Il fallait bien commencé à un moment donné. Et pourquoi pas il y a tout juste 100 ans, en 1920 ? A cette époque-là, Marie Houdré a 37 ans. Elle n'a plus tellement l'âge de jouer au rugby et, surtout, elle est une femme. Et à cette époque, une femme ne joue pas au rugby.

Née en 1883 à Orléans, Marie Houdré n'est pourtant pas une fille comme les autres. Toute sa vie elle sera avant-gardiste, rompant inlassablement avec l'image qu'une femme doit renvoyer d'elle-même au début du XXe siècle. Elle sera ainsi mariée trois fois, suivra des études de sports, sera dans un premier temps institutrice en maternelle puis deviendra médecin auprès d'enfants malades. Pendant les deux conflits mondiaux, elle redoublera d'engagement auprès des populations meurtries.

Membre du Parti socialiste en 1910, elle s'investit pleinement dans la coopération. Marie n'est pas du genre à rester derrière ses fourneaux et c'est bien ce dont le rugby a besoin.
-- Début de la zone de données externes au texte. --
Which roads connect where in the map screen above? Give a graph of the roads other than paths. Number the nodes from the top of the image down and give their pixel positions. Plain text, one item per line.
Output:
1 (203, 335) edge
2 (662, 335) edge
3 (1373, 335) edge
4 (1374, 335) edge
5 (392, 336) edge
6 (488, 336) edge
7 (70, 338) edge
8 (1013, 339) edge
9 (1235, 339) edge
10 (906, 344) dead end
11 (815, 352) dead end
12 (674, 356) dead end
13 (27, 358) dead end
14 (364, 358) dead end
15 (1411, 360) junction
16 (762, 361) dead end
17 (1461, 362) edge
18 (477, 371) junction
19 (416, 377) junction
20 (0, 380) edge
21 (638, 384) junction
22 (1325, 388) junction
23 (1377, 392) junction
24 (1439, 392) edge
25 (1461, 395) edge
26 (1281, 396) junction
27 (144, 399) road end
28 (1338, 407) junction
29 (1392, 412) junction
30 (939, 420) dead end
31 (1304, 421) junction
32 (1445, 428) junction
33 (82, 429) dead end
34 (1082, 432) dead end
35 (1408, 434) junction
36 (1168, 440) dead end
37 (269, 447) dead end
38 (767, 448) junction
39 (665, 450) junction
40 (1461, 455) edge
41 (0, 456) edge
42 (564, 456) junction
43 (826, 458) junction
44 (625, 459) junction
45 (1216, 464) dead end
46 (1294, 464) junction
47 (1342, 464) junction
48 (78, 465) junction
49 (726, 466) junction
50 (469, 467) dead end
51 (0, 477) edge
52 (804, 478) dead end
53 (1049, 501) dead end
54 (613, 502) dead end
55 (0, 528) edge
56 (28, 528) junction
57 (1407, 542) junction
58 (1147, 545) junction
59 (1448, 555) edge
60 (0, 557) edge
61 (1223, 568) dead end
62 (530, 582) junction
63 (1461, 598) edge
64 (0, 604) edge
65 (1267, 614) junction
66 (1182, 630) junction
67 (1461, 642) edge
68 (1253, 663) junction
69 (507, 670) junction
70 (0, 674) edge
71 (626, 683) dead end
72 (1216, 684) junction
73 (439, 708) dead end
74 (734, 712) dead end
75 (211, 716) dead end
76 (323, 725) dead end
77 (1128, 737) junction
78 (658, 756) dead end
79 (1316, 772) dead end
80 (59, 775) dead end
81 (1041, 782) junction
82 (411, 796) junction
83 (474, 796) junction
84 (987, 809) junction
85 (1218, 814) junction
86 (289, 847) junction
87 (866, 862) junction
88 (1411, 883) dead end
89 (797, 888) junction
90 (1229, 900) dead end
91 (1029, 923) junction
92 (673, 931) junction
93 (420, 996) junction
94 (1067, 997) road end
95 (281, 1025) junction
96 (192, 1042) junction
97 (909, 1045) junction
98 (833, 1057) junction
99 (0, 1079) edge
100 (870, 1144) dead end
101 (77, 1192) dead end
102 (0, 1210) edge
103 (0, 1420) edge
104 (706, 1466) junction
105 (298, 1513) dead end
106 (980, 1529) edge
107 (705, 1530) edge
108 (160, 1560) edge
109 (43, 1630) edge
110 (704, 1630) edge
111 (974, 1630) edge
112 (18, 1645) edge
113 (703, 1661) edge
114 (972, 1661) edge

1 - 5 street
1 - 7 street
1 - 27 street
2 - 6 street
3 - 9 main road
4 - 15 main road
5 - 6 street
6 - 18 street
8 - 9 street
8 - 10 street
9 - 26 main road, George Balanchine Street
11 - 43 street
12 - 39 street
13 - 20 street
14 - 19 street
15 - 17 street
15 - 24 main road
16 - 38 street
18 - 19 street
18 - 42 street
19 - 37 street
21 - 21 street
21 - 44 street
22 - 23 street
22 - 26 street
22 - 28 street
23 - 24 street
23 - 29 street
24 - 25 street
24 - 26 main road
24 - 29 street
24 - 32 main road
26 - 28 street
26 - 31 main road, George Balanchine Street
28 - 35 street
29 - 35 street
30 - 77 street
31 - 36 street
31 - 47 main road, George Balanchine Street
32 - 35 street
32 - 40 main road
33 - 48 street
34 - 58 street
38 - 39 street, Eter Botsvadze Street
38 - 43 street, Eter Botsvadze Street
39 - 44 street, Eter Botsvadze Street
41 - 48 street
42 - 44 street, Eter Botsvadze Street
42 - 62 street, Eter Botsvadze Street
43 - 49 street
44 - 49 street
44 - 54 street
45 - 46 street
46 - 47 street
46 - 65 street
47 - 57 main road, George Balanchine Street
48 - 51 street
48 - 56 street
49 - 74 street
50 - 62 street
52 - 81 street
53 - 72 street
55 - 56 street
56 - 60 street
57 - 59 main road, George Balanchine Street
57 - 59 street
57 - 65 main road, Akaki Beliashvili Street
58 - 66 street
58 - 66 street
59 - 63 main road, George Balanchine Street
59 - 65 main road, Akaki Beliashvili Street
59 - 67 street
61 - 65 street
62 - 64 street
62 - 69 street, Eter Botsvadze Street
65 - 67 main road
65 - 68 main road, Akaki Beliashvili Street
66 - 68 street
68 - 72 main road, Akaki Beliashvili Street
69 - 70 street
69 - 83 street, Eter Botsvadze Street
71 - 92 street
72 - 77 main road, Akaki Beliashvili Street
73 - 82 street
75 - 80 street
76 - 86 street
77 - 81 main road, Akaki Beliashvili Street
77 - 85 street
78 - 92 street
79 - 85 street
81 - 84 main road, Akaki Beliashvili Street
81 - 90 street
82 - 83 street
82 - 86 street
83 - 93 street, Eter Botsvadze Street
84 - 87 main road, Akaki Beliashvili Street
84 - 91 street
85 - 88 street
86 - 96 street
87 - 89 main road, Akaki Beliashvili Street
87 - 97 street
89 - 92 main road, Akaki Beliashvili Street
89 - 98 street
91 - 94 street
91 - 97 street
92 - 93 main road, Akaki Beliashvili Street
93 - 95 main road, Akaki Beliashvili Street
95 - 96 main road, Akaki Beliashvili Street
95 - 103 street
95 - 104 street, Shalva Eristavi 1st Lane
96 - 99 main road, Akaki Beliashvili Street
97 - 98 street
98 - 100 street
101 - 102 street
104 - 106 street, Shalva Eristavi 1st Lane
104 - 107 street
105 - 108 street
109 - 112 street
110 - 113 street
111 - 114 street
Naissance de « la barette »

On parle déjà de rugby féminin dès les premières années de 1880 en Europe, essentiellement dans le nord de l'Angleterre et en Écosse, mais de manière très anecdotique. En France, on préfère pratiquer « la barette » à la fin de la décennie 1880, un sport féminin inspiré du rugby où une équipe est composée de 12 joueuses, où les dimensions du terrain sont réduites, où on ne joue pas au pied et où on ne plaque pas. On raconte alors qu'il suffit de toucher le ballon (la barette) et de crier « Touché ! » pour arrêter le jeu et le redémarrer par une mêlée sous forme de cercle.

Moins violent et moins viril que son cousin d'outre-Manche, la barette, uniquement pratiquée en France, ne survit pas. Ce n'est qu'après la Première Guerre Mondiale que la discipline connaît une nouvelle jeunesse avec une adaptation : le plaquage est autorisé, mais aux hanches ; une technique révolutionnaire qui revient d'ailleurs aujourd’hui comme un boomerang mais ça, c'est une autre histoire...

Retour en 1920, donc. La féministe Marie est médecin dans un sanatorium et crée une section sportive féminine à Ploemeur (Morbihan). Mais c'est à Paris qu'elle intègre le Femina Sports, un club omnisports exclusivement féminin où l'on remet au goût du jour la fameuse « barette ». Très vite, ce rugby développé loin des canons habituels de la femme est décrié. Même Suzanne Lenglen, la célèbre championne de tennis, s'en mêle. « Le rugby pratiqué par la femme n’a rien d’esthétique, et je suis opposée à cette mode nouvelle », affirme-t-elle.

Pendant une décennie complète pourtant, plusieurs équipes voient le jour à Lille, Bordeaux, Toulouse et bientôt un championnat de France est organisé. Mais faute de relais, la barrette sera abandonnée au début des années 30 et ce n'est qu'au mitan des années 60 que le rugby féminin, sous sa forme actuelle, renaîtra en France.

Son nom gravé sur le mur des légendes

"Elle incarne parfaitement l’image de toutes ces femmes qui se sont battues dans l’ombre pour essayer de conquérir un petit bout de territoire."

Serge Simon

Symboliquement, c'est ce premier nom que la fédération française de rugby (FFR) a souhaité graver sur son nouveau mur des légendes inauguré au printemps 2019. « Le nom de Marie Houdré figurera à jamais sur le mur des légendes. C’est un acte engagé, engageant, puisque la première légende du rugby français sera cette femme et nous en sommes fiers ! », a indiqué Serge Simon, vice-président de la FFR et président de la commission du rugby féminin de World Rugby.

« Son histoire est très intéressante », poursuit-il auprès du Figaro. « Elle est peu connue du grand public. Elle incarne parfaitement l’image de toutes ces femmes qui se sont battues dans l’ombre pour essayer de conquérir un petit bout de territoire. Car ce sport, il faut le reconnaître, est un sport d’hommes inventé par les hommes et fait pour les hommes. Il se féminise depuis peu de temps.

« Tout au long du siècle, Marie Houdré, en pionnière, a essayé de créer des brèches. Elles se sont refermées pour Marie Houdré. Elle s’est heurtée à l’opinion publique et aux instances du rugby. Pour autant, elle a tenté d’imposer la barette dans les années 30. Mais il a fallu attendre les années 60 pour que la pratique féminine soit enfin acceptée. C’est grâce à ces femmes que le rugby féminin est sur les bons rails. »

Marie Houdré publiera plusieurs ouvrages dont un qui fait encore référence aujourd’hui : « Guide pratique d’hygiène et de médecine de la femme moderne » (1933).